4Q results as expected
United Breweries’ 4QFY11 net profit grew by 53% YoY to Rs401m. The YoY
numbers not comparable as it includes the merger impact of MAPL, ABDL and
Empee breweries. The adjusted 4Q profits at Rs336m is up 28% YoY. Full year
FY11 earnings grew by 73% YoY to Rs1.68bn driven by a 64% ebitda growth.
Strong trend in volume growth should sustain in the medium term
Adjusted (for the merger impact) revenue growth of 33% was for FY11 which
was driven by a strong 23% growth in volumes, which were in turn driven by
a 27% growth in strong beer. The company achieved an all-time high market
share of 54% (51% in FY10), with an exit market share of 56%.

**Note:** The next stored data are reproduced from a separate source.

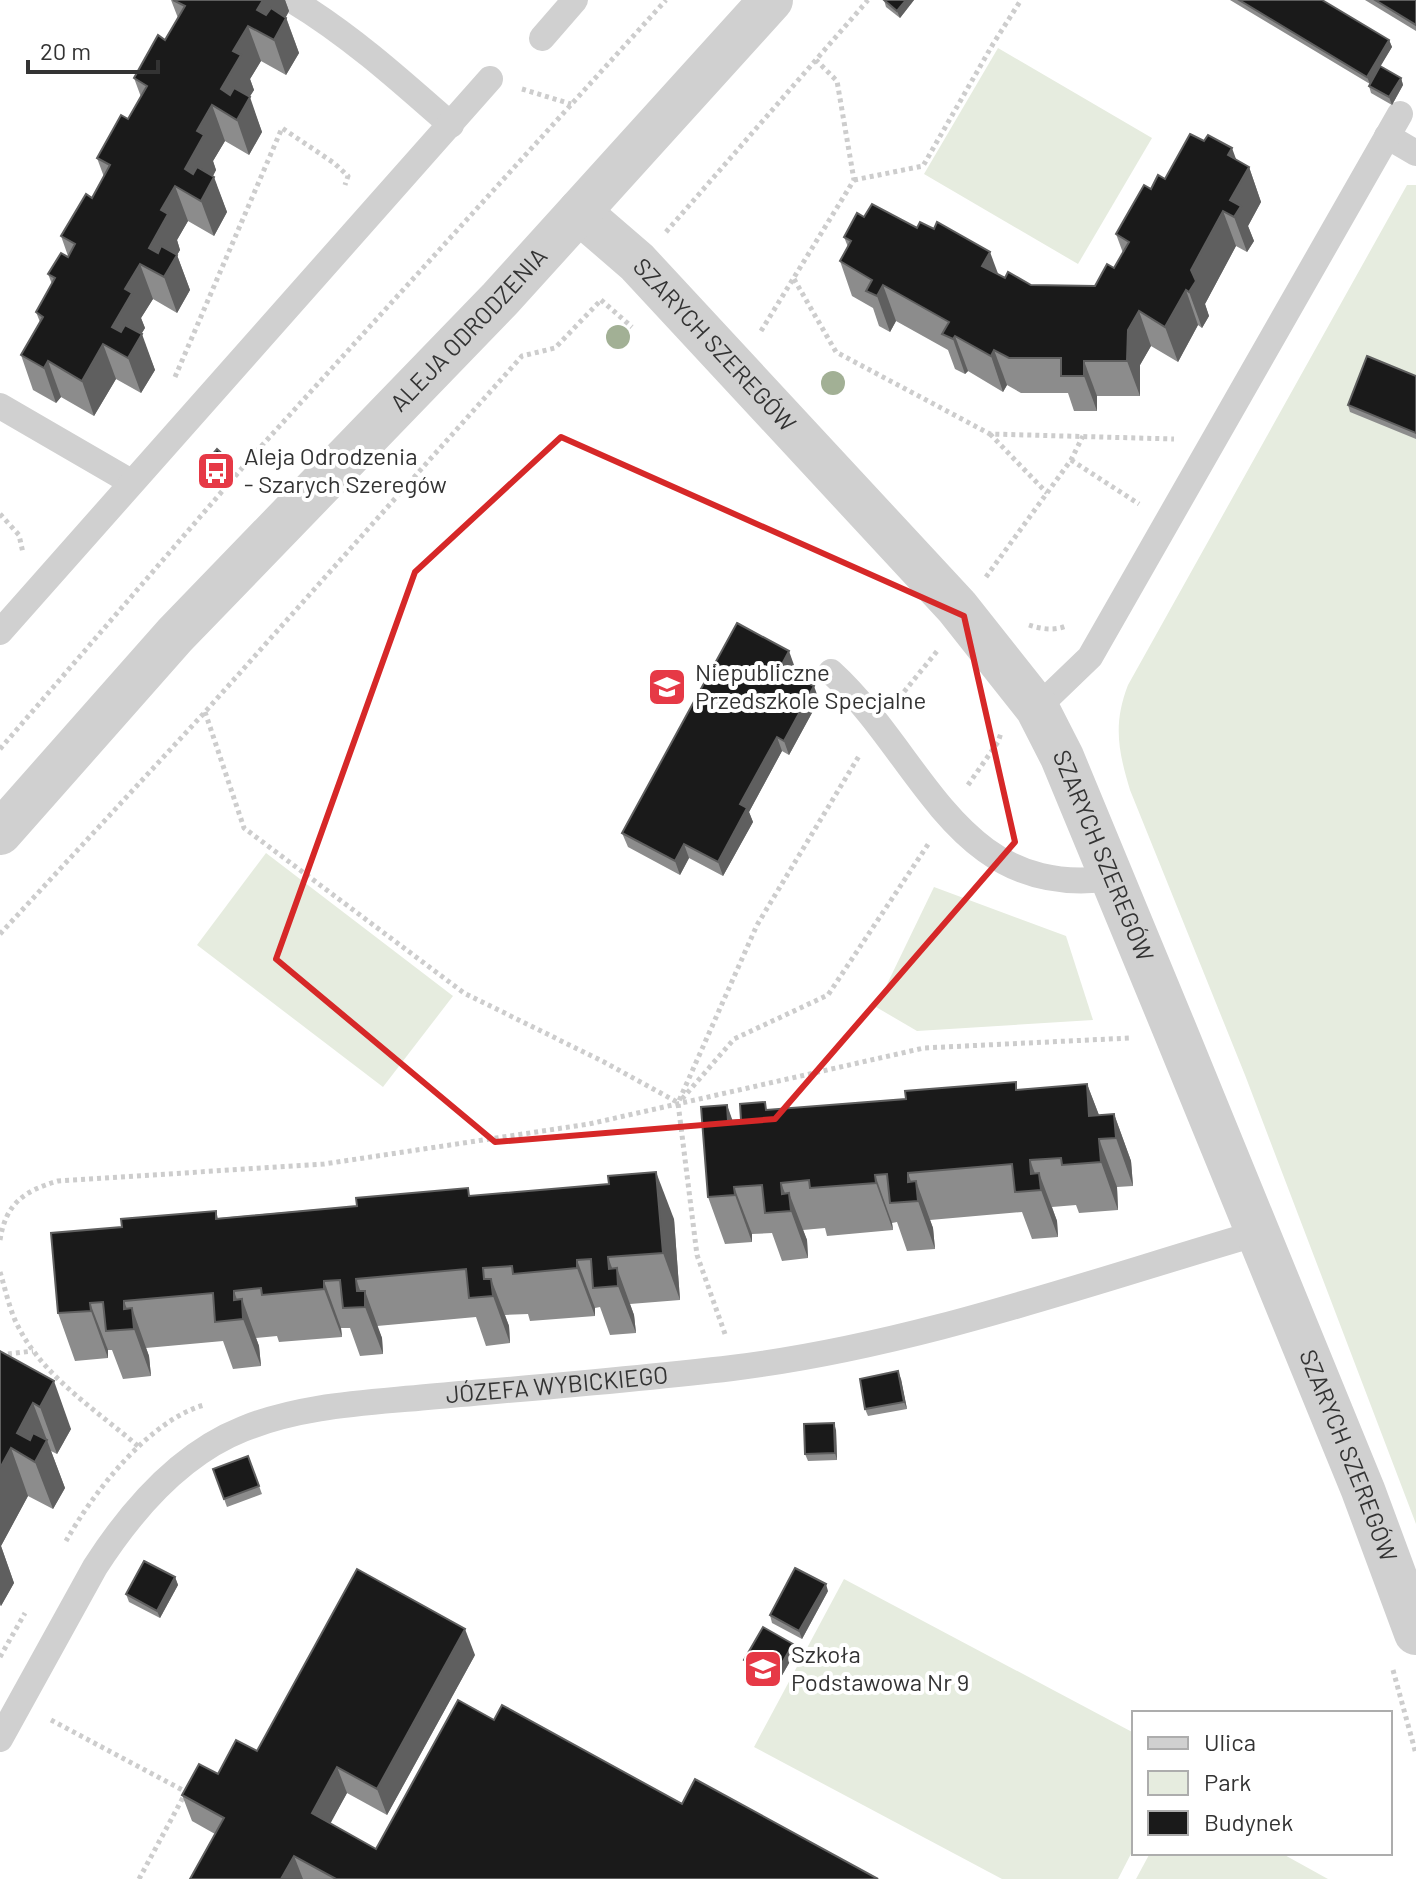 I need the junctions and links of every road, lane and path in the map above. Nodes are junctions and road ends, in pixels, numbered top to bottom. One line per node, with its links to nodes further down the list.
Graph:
1 (292, 0): 10 (lane)
2 (575, 0): 7 (lane)
3 (666, 0): 40 (path)
4 (771, 0): 14 (street, ALEJA ODRODZENIA)
5 (868, 0): 8 (path)
6 (1021, 0): 12 (path)
7 (542, 38)
8 (816, 60): 12 (path); 15 (path)
9 (490, 79): 10 (lane)
10 (451, 125): 26 (lane)
11 (1416, 153): 38 (lane)
12 (854, 180): 16 (path)
13 (344, 190): 20 (path)
14 (579, 212): 15 (street, SZARYCH SZEREGÓW); 42 (street, ALEJA ODRODZENIA)
15 (637, 262): 17 (path); 38 (street, SZARYCH SZEREGÓW)
16 (794, 279): 19 (path); 22 (path)
17 (601, 300): 18 (path); 37 (path)
18 (643, 337)
19 (757, 339)
20 (188, 371)
21 (0, 406): 26 (lane)
22 (990, 434): 23 (path); 27 (path)
23 (1083, 436): 24 (path); 25 (path)
24 (1188, 439)
25 (1071, 460): 27 (path); 28 (path)
26 (131, 482): 34 (lane)
27 (1047, 493): 31 (path)
28 (1147, 509)
29 (0, 514): 30 (path)
30 (23, 557)
31 (981, 584)
32 (1077, 621): 33 (path)
33 (1020, 623)
34 (0, 632)
35 (935, 652): 39 (path)
36 (831, 672): 39 (lane)
37 (205, 712): 44 (path); 46 (path)
38 (1021, 715): 41 (path); 43 (street, SZARYCH SZEREGÓW)
39 (878, 725): 41 (lane); 46 (path)
40 (0, 749)
41 (947, 815): 43 (lane); 46 (path)
42 (0, 833)
43 (1112, 878): 47 (street, SZARYCH SZEREGÓW)
44 (0, 934)
45 (1131, 1038): 46 (path)
46 (678, 1103): 48 (path); 50 (path)
47 (1258, 1233): 54 (street, SZARYCH SZEREGÓW); 55 (lane, JÓZEFA WYBICKIEGO)
48 (0, 1240)
49 (0, 1272): 51 (path)
50 (729, 1348)
51 (33, 1351): 52 (path); 53 (path)
52 (0, 1355)
53 (139, 1447)
54 (1416, 1633)
55 (19, 1704): 56 (lane, JÓZEFA WYBICKIEGO); 57 (path)
56 (0, 1739)
57 (186, 1791): 58 (path); 59 (path)
58 (195, 1796)
59 (139, 1879) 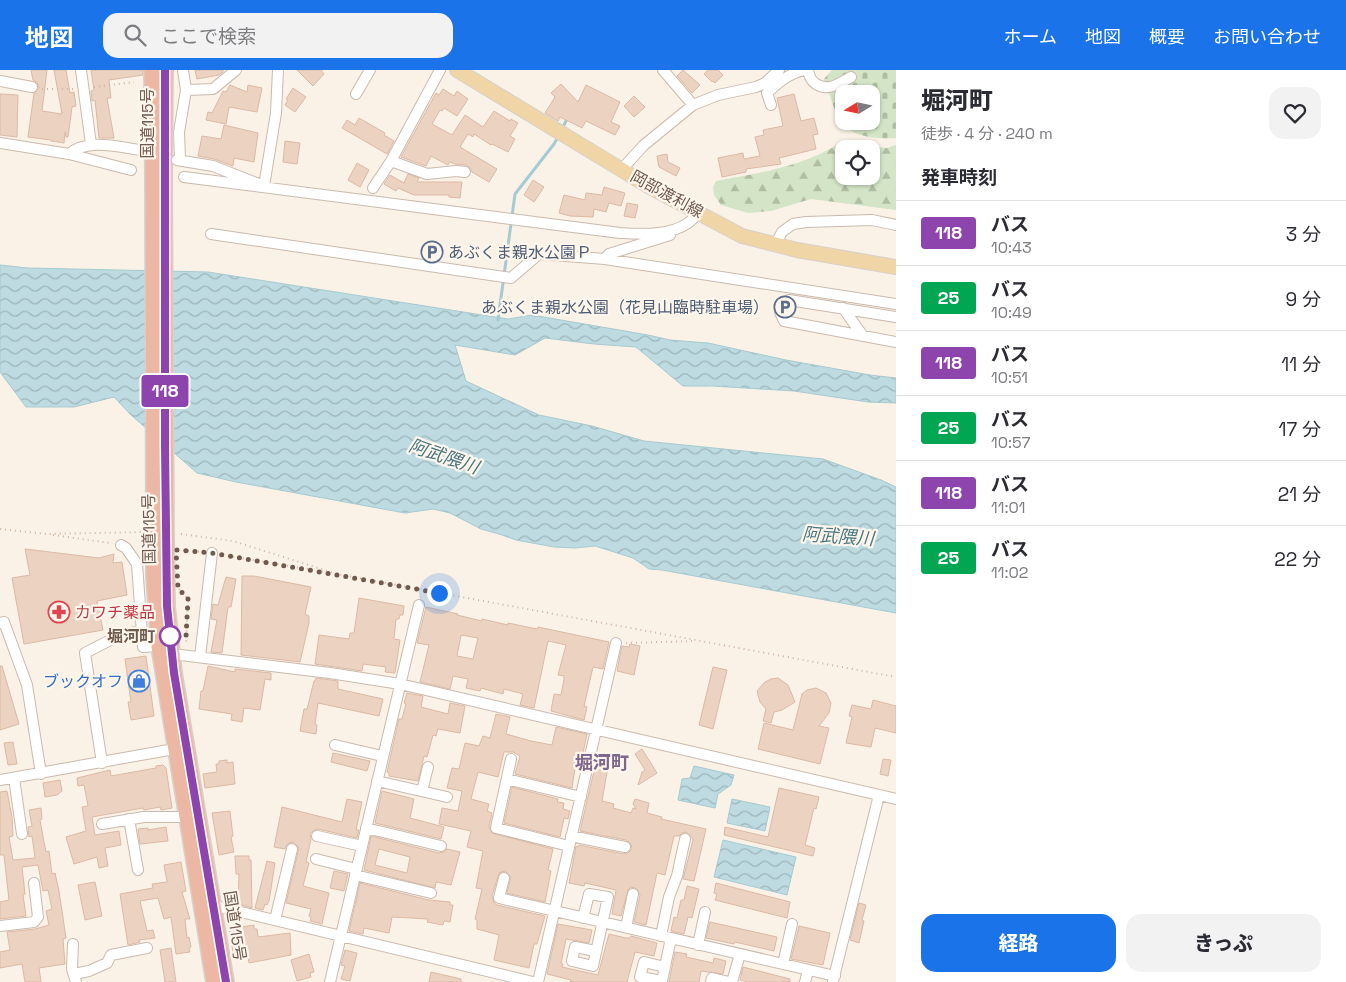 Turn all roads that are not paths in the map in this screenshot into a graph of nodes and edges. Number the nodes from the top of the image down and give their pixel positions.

Notwithstanding the tax hikes in Maharashtra and a consequent 20% price
hike, the management continues to guide for a 15% volume cagr over the
next five years. With the state elections now behind, we would likely see price
hikes in the important states of Tamilnadu, West Bengal and Kerala.
Continued focus on margin improvement
During FY11, the companies margins expanded by 180bps with the reduction
in A&P, sales & distribution cost being the key driver. The company plans
strictly monitor these costs going forward as well and we build in 50bps
annual cost reduction going forward. Additionally, the company’s proprietary
bottles program has been rolled out in half the markets and the balance will
be completed in FY12 which should be another margin driver.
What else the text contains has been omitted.